We have more effective body physiology to cope with heat that we do with cold. We have specialized sweat glands which can produce large amounts of water for cooling; this also makes us continuously dependent upon water availability. At high temperatures, young males can loose 4 liters of water per hour. In extreme desert conditions, water loss can exceed the ability to take in fluid even if ample water is available. In World War II, the death rate for persons 10& overweight in heat stress was nine times that of persons of normal weight.

Children exposed to high heat loads will have a greater number of sweat glands as adults. All people can acclimatize to heat: after a few days of work at high temperatures, the body suffers less stress, cools more effectively, and can do more work than at the outset of the experiment. This is important for military strategy in hot climates.

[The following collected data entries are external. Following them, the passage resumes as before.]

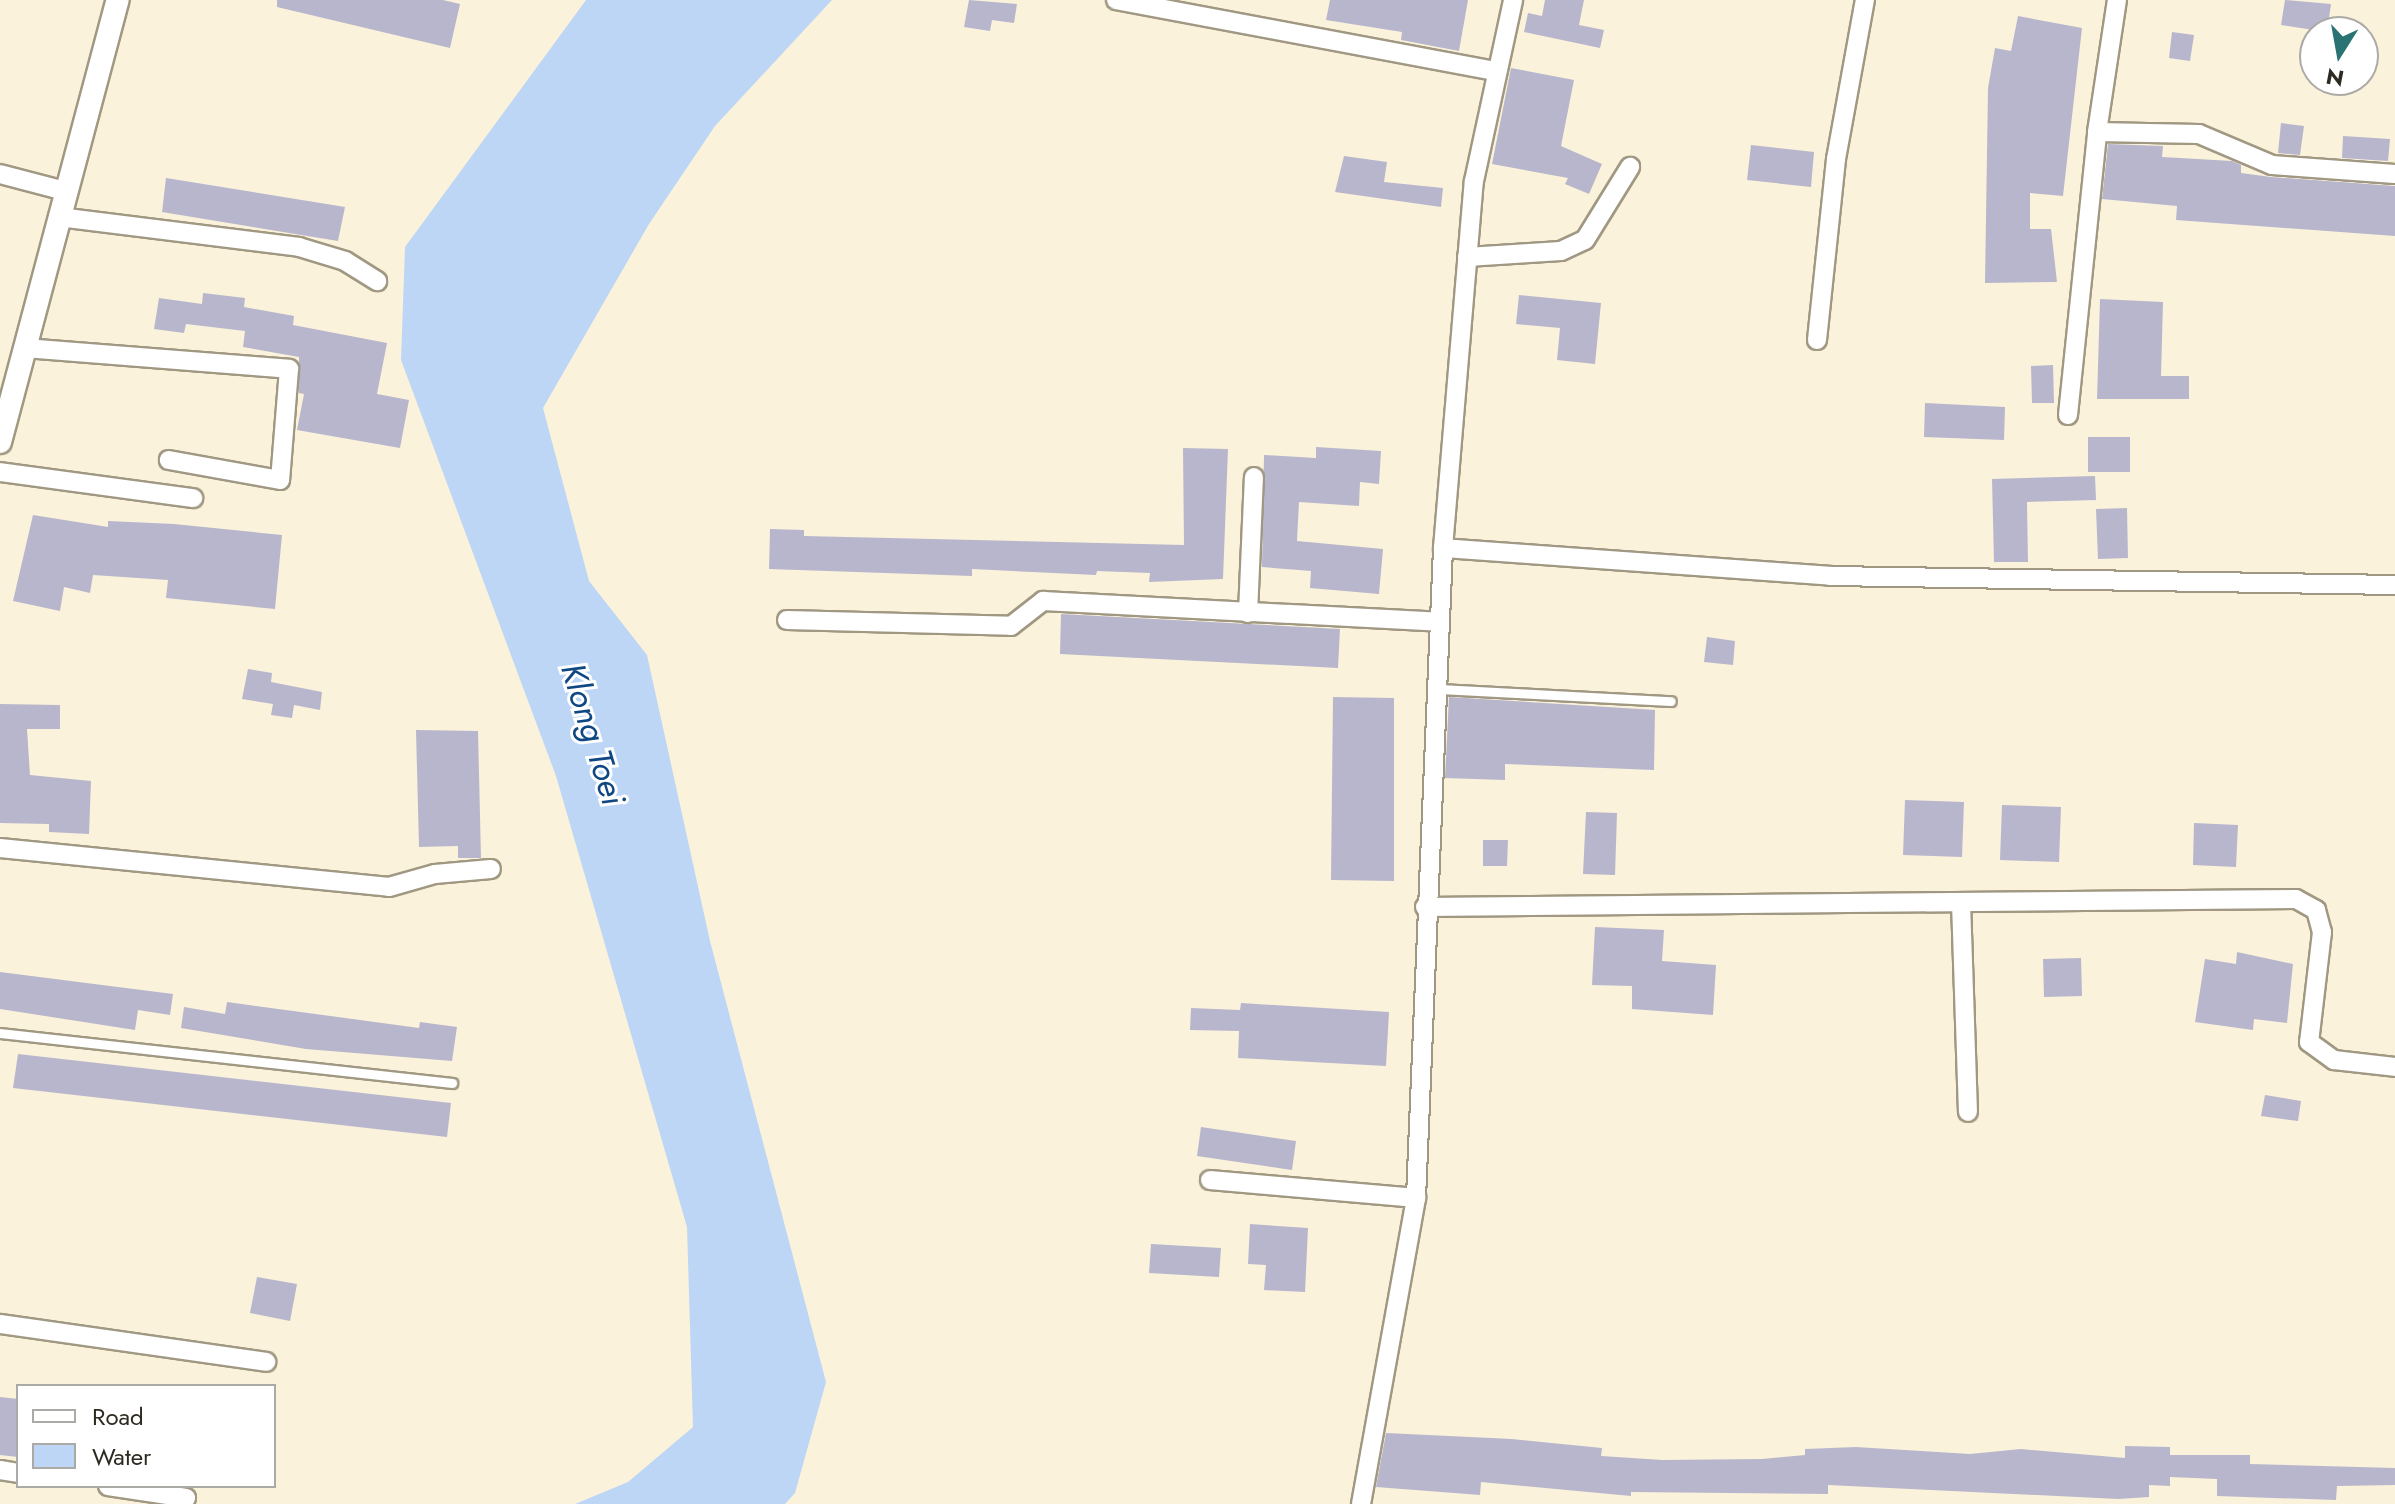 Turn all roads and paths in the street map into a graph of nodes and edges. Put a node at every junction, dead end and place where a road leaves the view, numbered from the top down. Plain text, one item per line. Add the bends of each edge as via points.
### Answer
1 (118, 0) edge
2 (1116, 0) edge
3 (1513, 0) edge
4 (1865, 0) edge
5 (2117, 0) edge
6 (1497, 71) junction
7 (2097, 132) junction
8 (1630, 167) dead end
9 (0, 174) edge
10 (2395, 174) edge
11 (65, 191) junction
12 (59, 217) junction
13 (1467, 257) junction
14 (377, 281) dead end
15 (1817, 340) dead end
16 (24, 348) junction
17 (2068, 415) dead end
18 (1, 432) edge
19 (169, 460) dead end
20 (0, 472) edge
21 (1254, 477) dead end
22 (193, 498) dead end
23 (1443, 548) junction
24 (2395, 585) edge
25 (1248, 613) junction
26 (787, 620) dead end
27 (1439, 622) junction
28 (1439, 689) junction
29 (1671, 701) dead end
30 (0, 848) edge
31 (491, 869) dead end
32 (1961, 902) junction
33 (1425, 907) junction
34 (0, 1033) edge
35 (2395, 1067) edge
36 (452, 1083) dead end
37 (1968, 1112) dead end
38 (1210, 1180) dead end
39 (1416, 1198) junction
40 (0, 1324) edge
41 (266, 1362) dead end
42 (121, 1488) edge
43 (186, 1498) dead end
44 (1361, 1504) edge

1 - 11 street
2 - 6 street
3 - 6 street
4 - 15 street via 1836,159
5 - 7 street
6 - 13 street via 1474,181
7 - 10 street via 2199,134 2272,165
7 - 17 street
8 - 13 street via 1585,240 1561,251
9 - 11 street
11 - 12 street
12 - 14 street via 299,247 345,261
12 - 16 street
13 - 23 street
16 - 18 street
16 - 19 street via 289,369 280,480
20 - 22 street
21 - 25 street
23 - 24 street via 1830,576
23 - 27 street
25 - 26 street via 1043,601 1011,626
25 - 27 street
27 - 28 street
28 - 29 lane
28 - 33 street
30 - 31 street via 389,887 435,874
32 - 33 street
32 - 35 street via 2296,899 2316,910 2322,932 2309,1042 2334,1060
32 - 37 street
33 - 39 street
34 - 36 lane
38 - 39 street
39 - 44 street
40 - 41 street
42 - 43 street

Without clothing, our cold tolerance is low, although subcutaneous fat does help. The first defense is peripheral arterial vasoconstriction. We've mentioned the 'Lewis Curve' in relation to extremity cooling. Shivering affords limited warming. For all this, however, we have little acclimatization to cold. Humans depend upon clothing and housing to survive.

Physically fit persons do better in cold than the inactive or the unfit. Subcutaneous fat is particularly beneficial in cold water. Successful swimmers of the English Channel (or more recently Cuba to Florida) tend to be women with thick fat layers. Central Australian Aborigines can sleep in the nude unperturbed at temperatures close to freezing. Knowledge of cold stress is a serious matter for the military.


CJ '99


Bunney, S. ed. The Cambridge Encyclopedia of Human Evolution. New York: Cambridge University Press, 1994. (My note: This is a superb resource with a British perspective.)

Harrison et al Human Biology 3rd ed. New York: Oxford University Press, 1993. (My note: This text is recommended for advanced study in physical anthropology.)

Jermain et al Introduction to Physical Anthropology 7th ed. Belmont: Wadsworth Publishing Company, 1997. (My note: a useful resource for physical anthropology.)

Overfield, T. Biologic Variation in Health and Illness: Race, Age, and Sex Differences. 2nd ed. Boca Raton: CRC Press, 1995. (My note: this obscure and expensive book is a superb reference for medical anthropology.)

Relethford, J. The Human Species 3rd ed. Mountain View: Mayfield Publishing Company, 1997. (My note: this text has useful sections on physical and medical anthropology.)